Legislation/25/dp1st/mark2nd

By HOWARD FINE

Staff Reporter

Virtually everyone in Democrat-dominated Sacramento expects a major overhaul in the way managed care plans are regulated. The only questions are, just how many screws will be tightened and how much it will cost the industry and consumers.

So far, half of the 130 health care bills introduced to date have passed their first committee; almost none have been rejected.

In fact, the pressure for reform is so great that the lobby for health maintenance organizations last month put forward its own set of reforms in an effort to exert damage control over the changes that occur.

But until Gov. Gray Davis shows his hand, few legislators are willing to predict exactly what measures will pass.

"People are waiting for Gov. Davis to take the lead on HMO oversight," said Assemblyman Martin Gallegos, D-City of Industry. "Some bills won't need to move forward if a new, stronger regulator comes in who is willing to exert more enforcement authority."

Gallegos said he has heard from officials in the Davis administration that the governor will announce his HMO reform package in the next few weeks. Davis himself was not available for comment.

The biggest battle looms over whether HMOs should be held liable in civil court for decisions they make about covering certain medical treatments. Two major bills deal with this issue: SB 21, sponsored by state Sen. Liz Figueroa, D-Fremont, and AB 55 by Assemblywoman Carole Migden, D-San Francisco.

Consumer advocates and trial lawyers are pushing to ensure that patients have legal recourse when they are denied treatment or believe treatment mistakes are made. They cite a Texas law enacted in 1997 that makes HMOs liable and say it has resulted in few court cases.

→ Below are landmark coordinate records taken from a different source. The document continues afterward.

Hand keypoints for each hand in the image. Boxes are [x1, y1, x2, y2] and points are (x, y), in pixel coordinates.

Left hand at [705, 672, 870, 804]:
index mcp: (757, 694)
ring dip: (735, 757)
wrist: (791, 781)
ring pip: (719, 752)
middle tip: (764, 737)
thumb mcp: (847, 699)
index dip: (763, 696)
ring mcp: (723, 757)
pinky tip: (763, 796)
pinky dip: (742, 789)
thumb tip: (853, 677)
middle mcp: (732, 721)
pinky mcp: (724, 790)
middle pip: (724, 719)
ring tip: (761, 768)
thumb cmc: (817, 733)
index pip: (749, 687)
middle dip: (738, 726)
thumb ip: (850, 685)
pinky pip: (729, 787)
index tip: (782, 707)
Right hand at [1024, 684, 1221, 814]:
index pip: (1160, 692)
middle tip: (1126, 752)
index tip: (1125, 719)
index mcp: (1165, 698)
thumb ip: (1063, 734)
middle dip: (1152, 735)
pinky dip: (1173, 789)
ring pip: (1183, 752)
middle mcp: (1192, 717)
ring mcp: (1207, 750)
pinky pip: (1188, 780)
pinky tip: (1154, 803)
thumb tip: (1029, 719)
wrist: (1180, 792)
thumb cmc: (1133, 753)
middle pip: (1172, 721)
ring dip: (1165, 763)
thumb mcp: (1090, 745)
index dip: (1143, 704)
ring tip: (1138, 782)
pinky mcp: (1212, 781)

"The biggest problem is that consumers do not have the leverage they need to get the care that's medically necessary for them," said Jamie Court, executive director of Consumers for Quality Care. "That leverage cannot come from just another bureaucratic review system; it must be coupled with ultimate accountability in court."

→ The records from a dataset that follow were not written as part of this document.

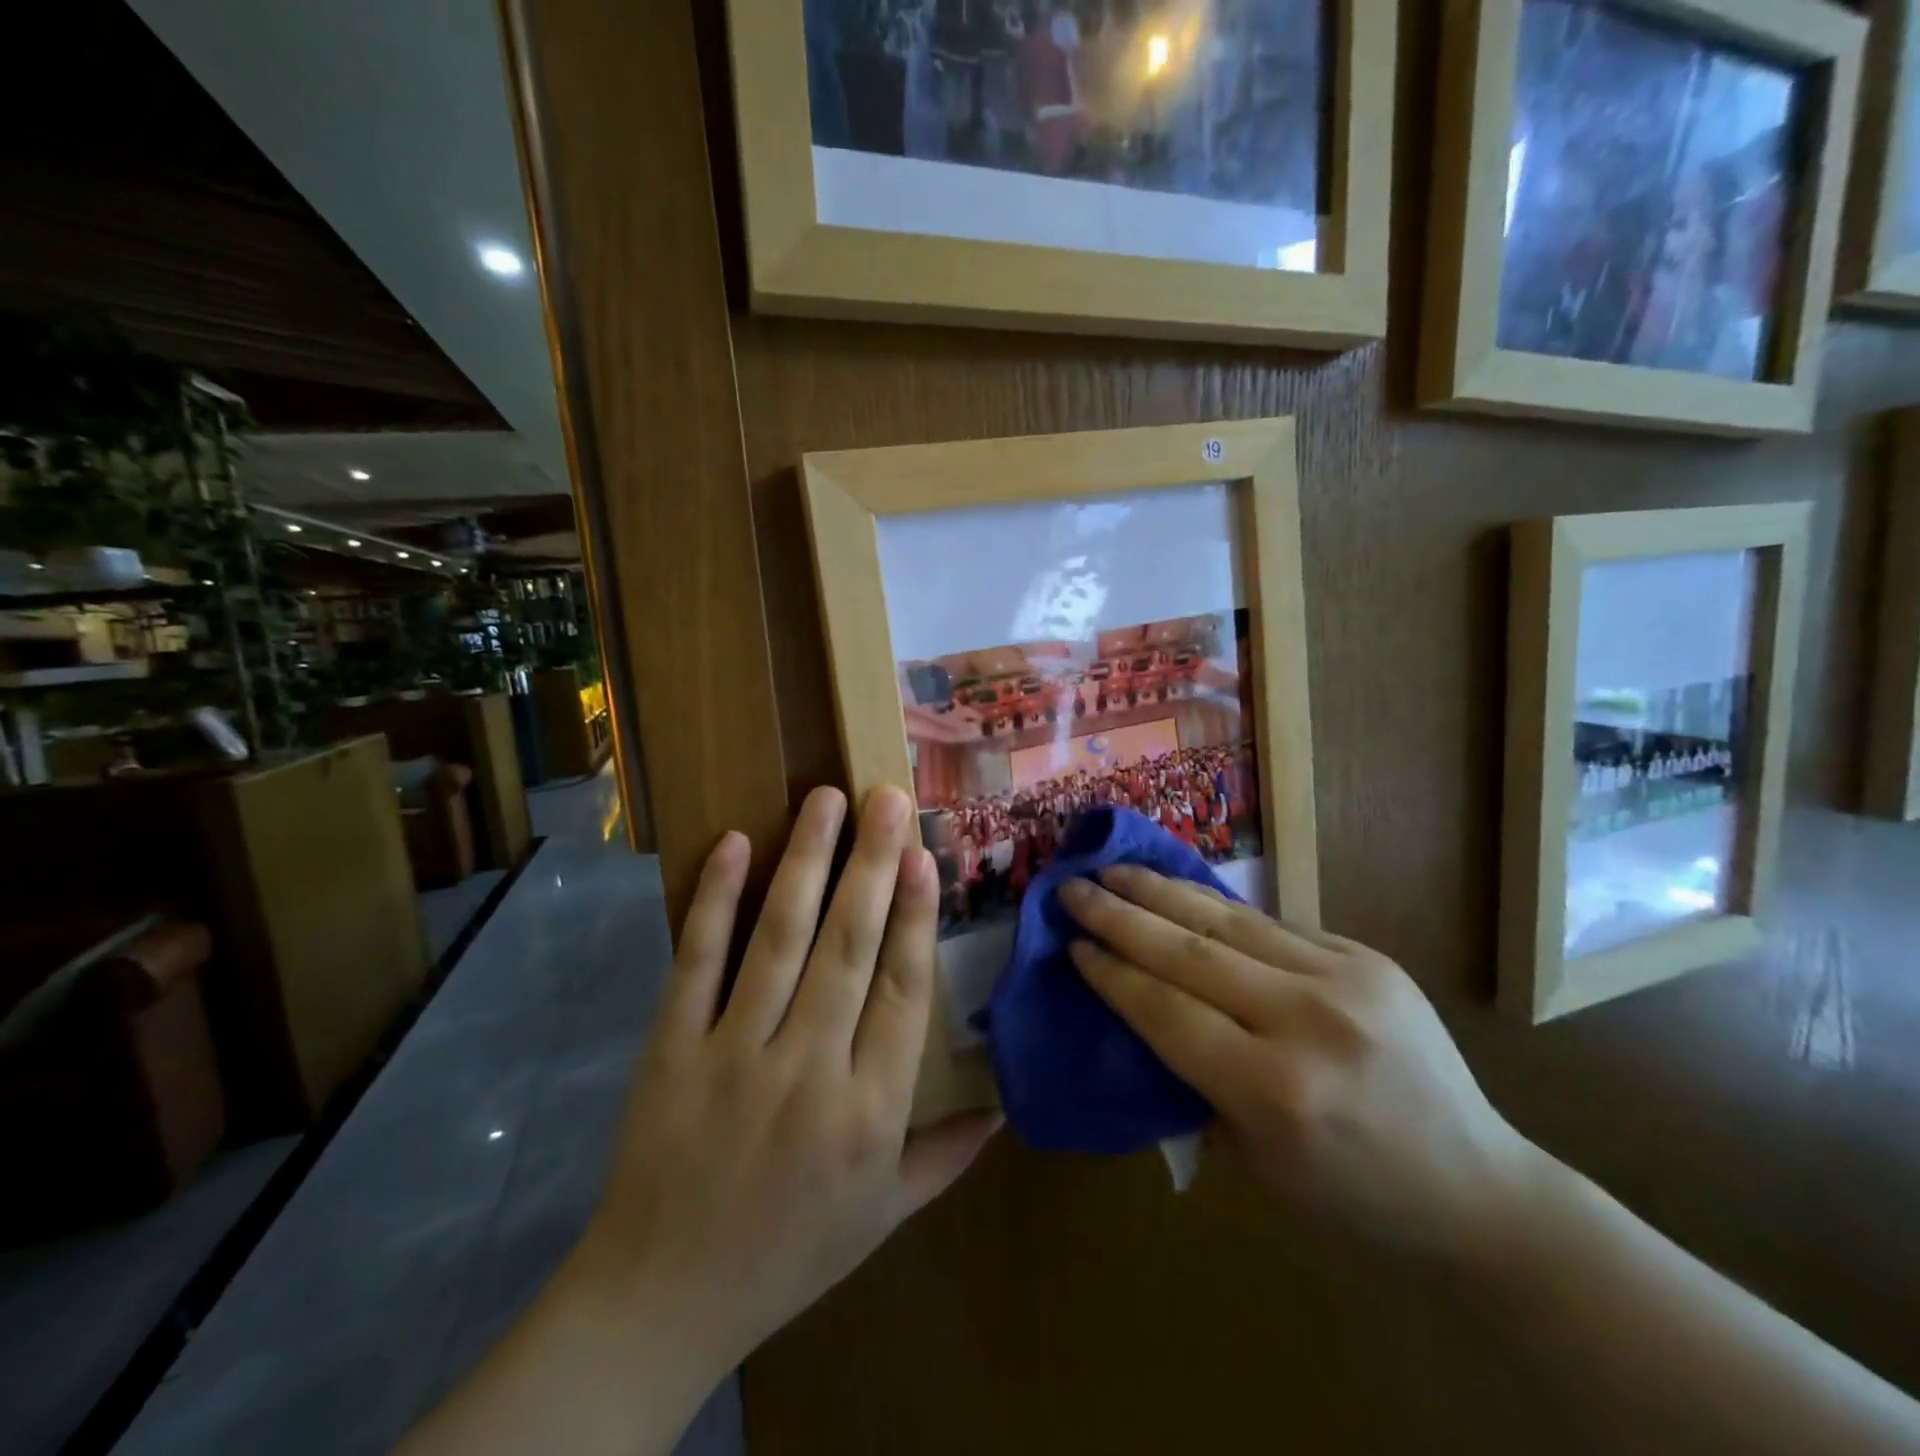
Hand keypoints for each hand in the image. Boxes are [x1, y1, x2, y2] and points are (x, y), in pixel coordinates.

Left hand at [576, 785, 999, 1372]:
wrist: (662, 1299)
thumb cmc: (790, 1252)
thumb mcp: (884, 1216)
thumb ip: (947, 1153)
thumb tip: (1007, 1106)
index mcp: (869, 1112)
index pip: (902, 993)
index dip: (914, 917)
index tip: (924, 855)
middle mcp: (807, 1071)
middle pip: (848, 948)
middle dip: (871, 865)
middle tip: (886, 797)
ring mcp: (733, 1055)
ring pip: (779, 940)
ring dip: (806, 863)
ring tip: (827, 800)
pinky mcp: (670, 1049)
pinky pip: (696, 963)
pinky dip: (716, 900)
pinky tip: (735, 844)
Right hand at [1058, 867, 1539, 1257]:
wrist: (1478, 1191)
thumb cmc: (1350, 1199)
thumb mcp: (1254, 1160)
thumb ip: (1193, 1077)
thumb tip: (1138, 1004)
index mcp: (1273, 1090)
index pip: (1166, 1010)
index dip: (1111, 973)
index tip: (1072, 944)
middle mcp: (1307, 1020)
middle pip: (1188, 951)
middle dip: (1121, 916)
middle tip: (1074, 887)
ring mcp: (1345, 977)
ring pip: (1228, 921)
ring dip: (1162, 892)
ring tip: (1115, 870)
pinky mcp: (1367, 955)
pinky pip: (1272, 924)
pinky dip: (1217, 908)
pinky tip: (1181, 890)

But legal liability is fiercely opposed by members of the HMO lobby, who say allowing patients to sue will drive up coverage costs and perhaps result in employers deciding not to offer health care coverage.

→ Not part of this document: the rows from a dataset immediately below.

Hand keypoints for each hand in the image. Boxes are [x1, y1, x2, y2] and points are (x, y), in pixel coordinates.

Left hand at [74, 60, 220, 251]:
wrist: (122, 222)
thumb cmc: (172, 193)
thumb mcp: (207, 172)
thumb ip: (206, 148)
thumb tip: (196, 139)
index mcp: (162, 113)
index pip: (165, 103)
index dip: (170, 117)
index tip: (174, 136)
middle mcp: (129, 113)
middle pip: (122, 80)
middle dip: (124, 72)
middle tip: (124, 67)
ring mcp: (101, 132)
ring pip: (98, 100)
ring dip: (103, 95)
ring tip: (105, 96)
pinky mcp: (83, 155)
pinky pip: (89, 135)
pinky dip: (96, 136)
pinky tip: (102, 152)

"Liability is very expensive and unnecessary," said Walter Zelman, president and chief executive of the California Association of Health Plans. "That's why the industry endorses an external review process, where if an individual is denied something by their HMO, they should have the right to have an independent panel of physicians review it."

Partly out of fear that it will be forced to accept liability, the HMO industry has introduced compromise proposals favoring an external review procedure, guaranteed access to second opinions, and a statutory guarantee that only physicians and medical professionals not HMO administrators can deny care.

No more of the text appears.